Checking for continuity between the input ground and the ground pin on the power cord is a good place to start. I would also check the wall socket into which you are plugging the amp's power cord. Often wall sockets can be wired for the wrong polarity or with a missing ground connection.
Checking that and failing to find a problem, I would use a continuity tester to check the grounding circuits in the amp.
On 05/11/2012 @ 10:56, mhelyar86 wrote :
Grabbing at straws a bit here, but i still think the problem may be in the grounding. measure the resistance from various grounded points such as the input jack sleeve and the negative side of the filter caps to the earth pin on the power cable, right where it plugs into the wall. (obviously unplug first). Should be close to zero and similar for all points as they're continuous. Sometimes resistance will tell you more than continuity on a multimeter.

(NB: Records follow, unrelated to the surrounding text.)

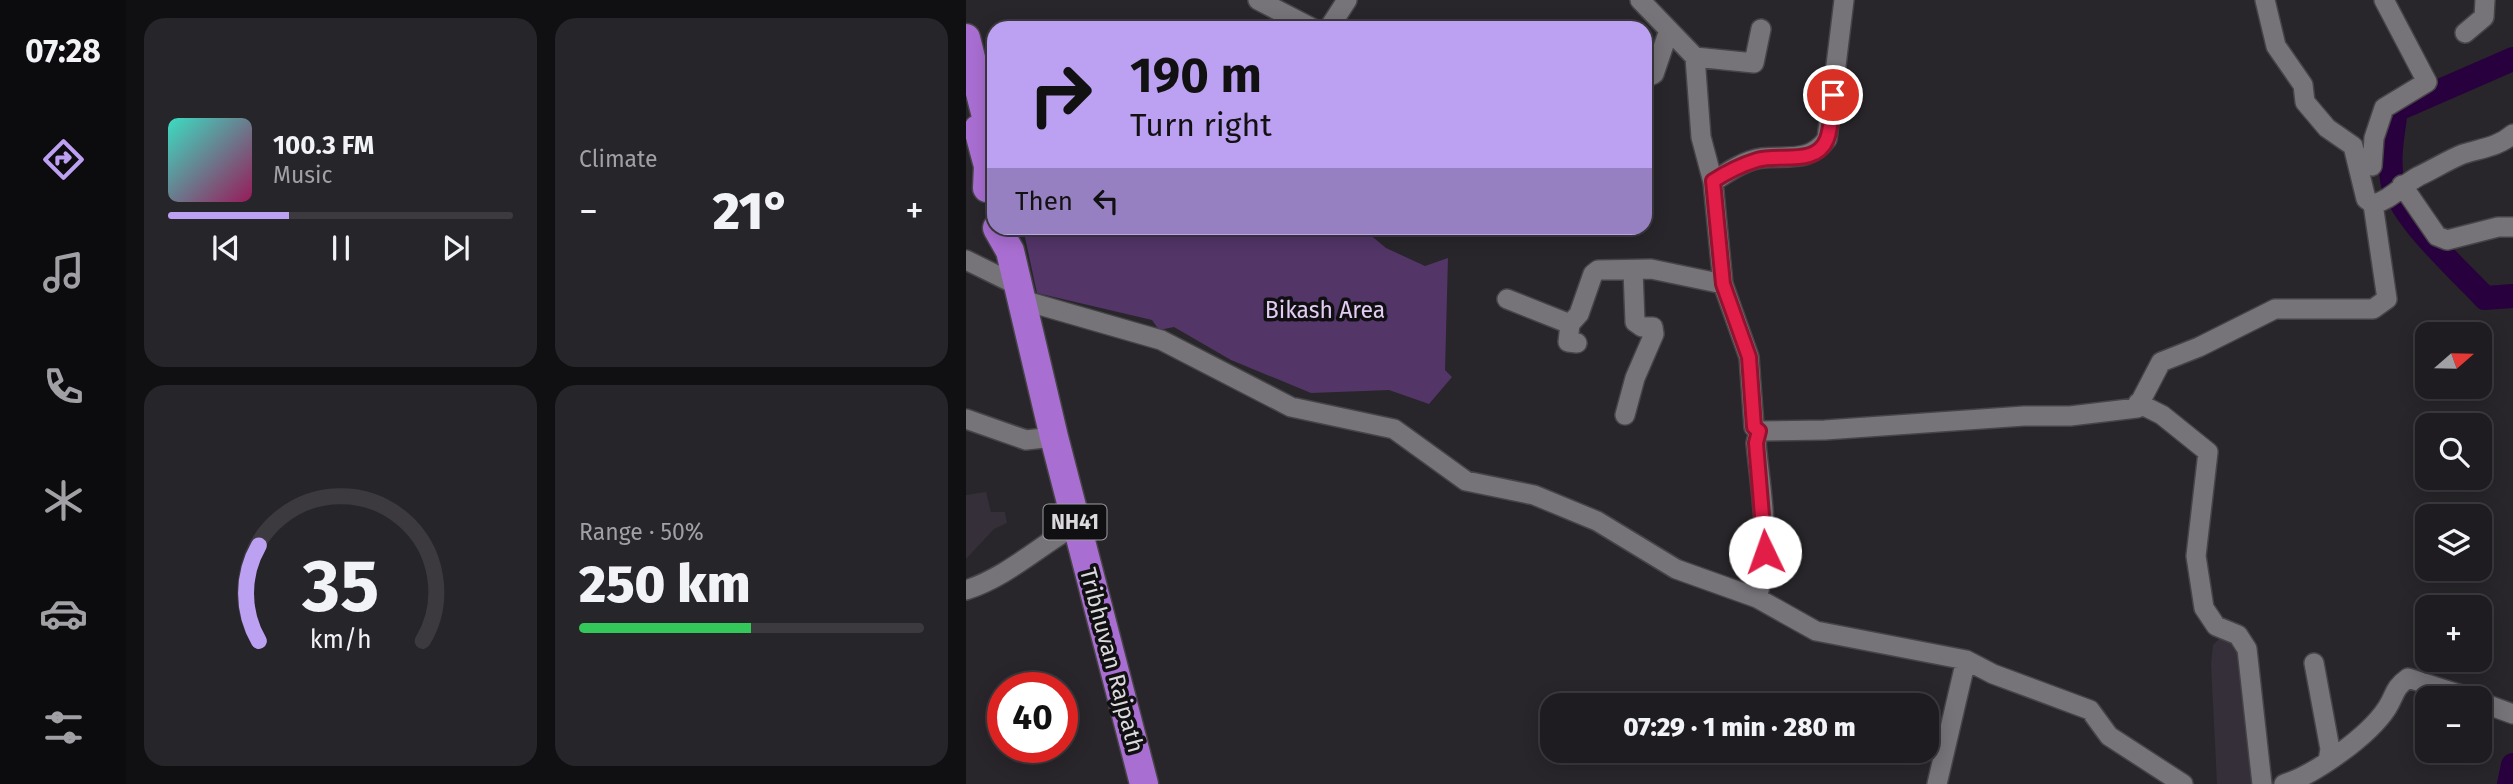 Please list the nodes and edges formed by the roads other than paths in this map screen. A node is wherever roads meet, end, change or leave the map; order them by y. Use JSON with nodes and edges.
{"nodes":[{"id":1,"x":1259,"y":0,"type":"edge"},
{"id":2,"x":1347,"y":0,"type":"edge"},
{"id":3,"x":1640,"y":0,"type":"edge"},
{"id":4,"x":1844,"y":0,"type":"edge"},
{"id":5,"x":2264,"y":0,"type":"edge"},
{"id":6,"x":2384,"y":0,"type":"edge"},
{"id":7,"x":2485,"y":0,"type":"edge"},
{"id":8,"x":1299,"y":21,"type":"edge"},
{"id":9,"x":1334,"y":21,"type":"edge"},
{"id":10,"x":1760,"y":29,"type":"dead end"},
{"id":11,"x":1669,"y":30,"type":"junction"},
{"id":12,"x":2465,"y":33,"type":"dead end"},
{"id":13,"x":966,"y":38,"type":"edge"},
{"id":14,"x":1695,"y":57,"type":"junction"},
{"id":15,"x":1652,"y":75,"type":"edge"},
{"id":16,"x":966,"y":82,"type":"edge"},
{"id":17,"x":966,"y":115,"type":"edge"},
{"id":18,"x":987,"y":120,"type":"edge"},
{"id":19,"x":2513,"y":134,"type":"edge"},
{"id":20,"x":2353,"y":146,"type":"junction"},
{"id":21,"x":987,"y":162,"type":"edge"},
{"id":22,"x":1713,"y":181,"type":"junction"},
{"id":23,"x":2402,"y":185,"type":"junction"},
{"id":24,"x":987,"y":188,"type":"edge"},
{"id":25,"x":2380,"y":202,"type":"junction"},
{"id":26,"x":2513,"y":227,"type":"edge"},
{"id":27,"x":1007,"y":235,"type":"edge"},
{"id":28,"x":966,"y":260,"type":"edge"},
{"id":29,"x":1633,"y":270,"type":"junction"},
{"id":30,"x":1723,"y":284,"type":"junction"},
{"id":31,"x":1021,"y":293,"type":"junction"},
{"id":32,"x":1507,"y":299,"type":"dead end"},
{"id":33,"x":1570,"y":324,"type":"junction"},
{"id":34,"x":1577,"y":343,"type":"dead end"},
{"id":35,"x":2138,"y":403,"type":"junction"},
{"id":36,"x":1625,"y":415,"type":"dead end"},
{"id":37,"x":966,"y":419,"type":"edge"},
{"id":38,"x":1759,"y":431,"type":"junction"},
{"id":39,"x":1054,"y":437,"type":"junction"},
{"id":40,"x":1076,"y":525,"type":"junction"},
{"id":41,"x":966,"y":590,"type":"edge"},
{"id":42,"x":1758,"y":598,"type":"junction"},
{"id":43,"x":1966,"y":660,"type":"junction"},
{"id":44,"x":2314,"y":663,"type":"dead end"},
{"id":45,"x":2433,"y":686,"type":"edge"},
{"id":46,"x":2492,"y":706,"type":"edge"},
{"id":47,"x":2513,"y":714,"type":"edge"},
{"id":48,"x":2328,"y":761,"type":"junction"},
{"id":49,"x":1144,"y":784,"type":"edge"},
{"id":50,"x":1937,"y":784,"type":"edge"},
{"id":51,"x":2183,"y":784,"type":"edge"},
{"id":52,"x":2262,"y":784,"type":"edge"},
{"id":53,"x":2284,"y":784,"type":"edge"}],
"edges":[{"from":1,"to":8,"type":"street"},
{"from":2,"to":9,"type":"street"},
{"from":3,"to":11,"type":"street"},
{"from":4,"to":22,"type":"street"},
{"from":5,"to":20,"type":"street"},
{"from":6,"to":20,"type":"street"},
{"from":7,"to":12,"type":"street"},
{"from":10,"to":14,"type":"street"},
{"from":11,"to":14,"type":"street"},
{"from":11,"to":15,"type":"street"},
{"from":13,"to":18,"type":"highway"},
{"from":14,"to":22,"type":"street"},
{"from":16,"to":21,"type":"highway"},
{"from":17,"to":24,"type":"highway"},
{"from":19,"to":23,"type":"street"},
{"from":20,"to":25,"type":"street"},
{"from":22,"to":30,"type":"street"},
{"from":23,"to":25,"type":"street"},
{"from":23,"to":26,"type":"street"},
{"from":25,"to":35,"type":"street"},
{"from":27,"to":31,"type":"highway","name":"Tribhuvan Rajpath","number":"NH41"},
{"from":28,"to":31,"type":"street"},
{"from":29,"to":30,"type":"street"},
{"from":29,"to":33,"type":"street"},
{"from":29,"to":36,"type":"street"},
{"from":30,"to":38,"type":"street"},
{"from":31,"to":39,"type":"highway","name":"Tribhuvan Rajpath","number":"NH41"},
{"from":31,"to":42,"type":"street"},
{"from":32,"to":33,"type":"street"},
{"from":33,"to":34,"type":"street"},
{"from":35,"to":38,"type":"street"},
{"from":35,"to":52,"type":"street"},
{"from":37,"to":39,"type":"street"},
{"from":38,"to":42,"type":"street"},
{"from":39,"to":40,"type":"highway","name":"Tribhuvan Rajpath","number":"NH41"},
{"from":40,"to":41,"type":"street"},
{"from":40,"to":49,"type":"highway","name":"Tribhuvan Rajpath","number":"NH41"},
{"from":42,"to":43,"type":"street"},
{"from":43,"to":50,"type":"street"},
{"from":43,"to":51,"type":"street"},
{"from":44,"to":48,"type":"street"},
{"from":45,"to":48,"type":"street"},
{"from":46,"to":47,"type":"street"},
{"from":48,"to":53,"type":"street"}]}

: your scope probably has its ground clip earthed through it to the Mains protective earth (some don't), so I'd say if connecting that to the chassis improves things, it must be providing a better earth than your ground scheme has without it. What grounding scheme are u using? Is the scope plugged into a close power socket to the amp? I tend to plug them both into a single good quality multi plug surge protecter to minimise any ground loops. if your house wiring is old, it may be worth trying it in a different socket or a different house.
: The AC on your OT primary sounds like just power supply ripple, which should be sawtooth shape on the scope and is normal.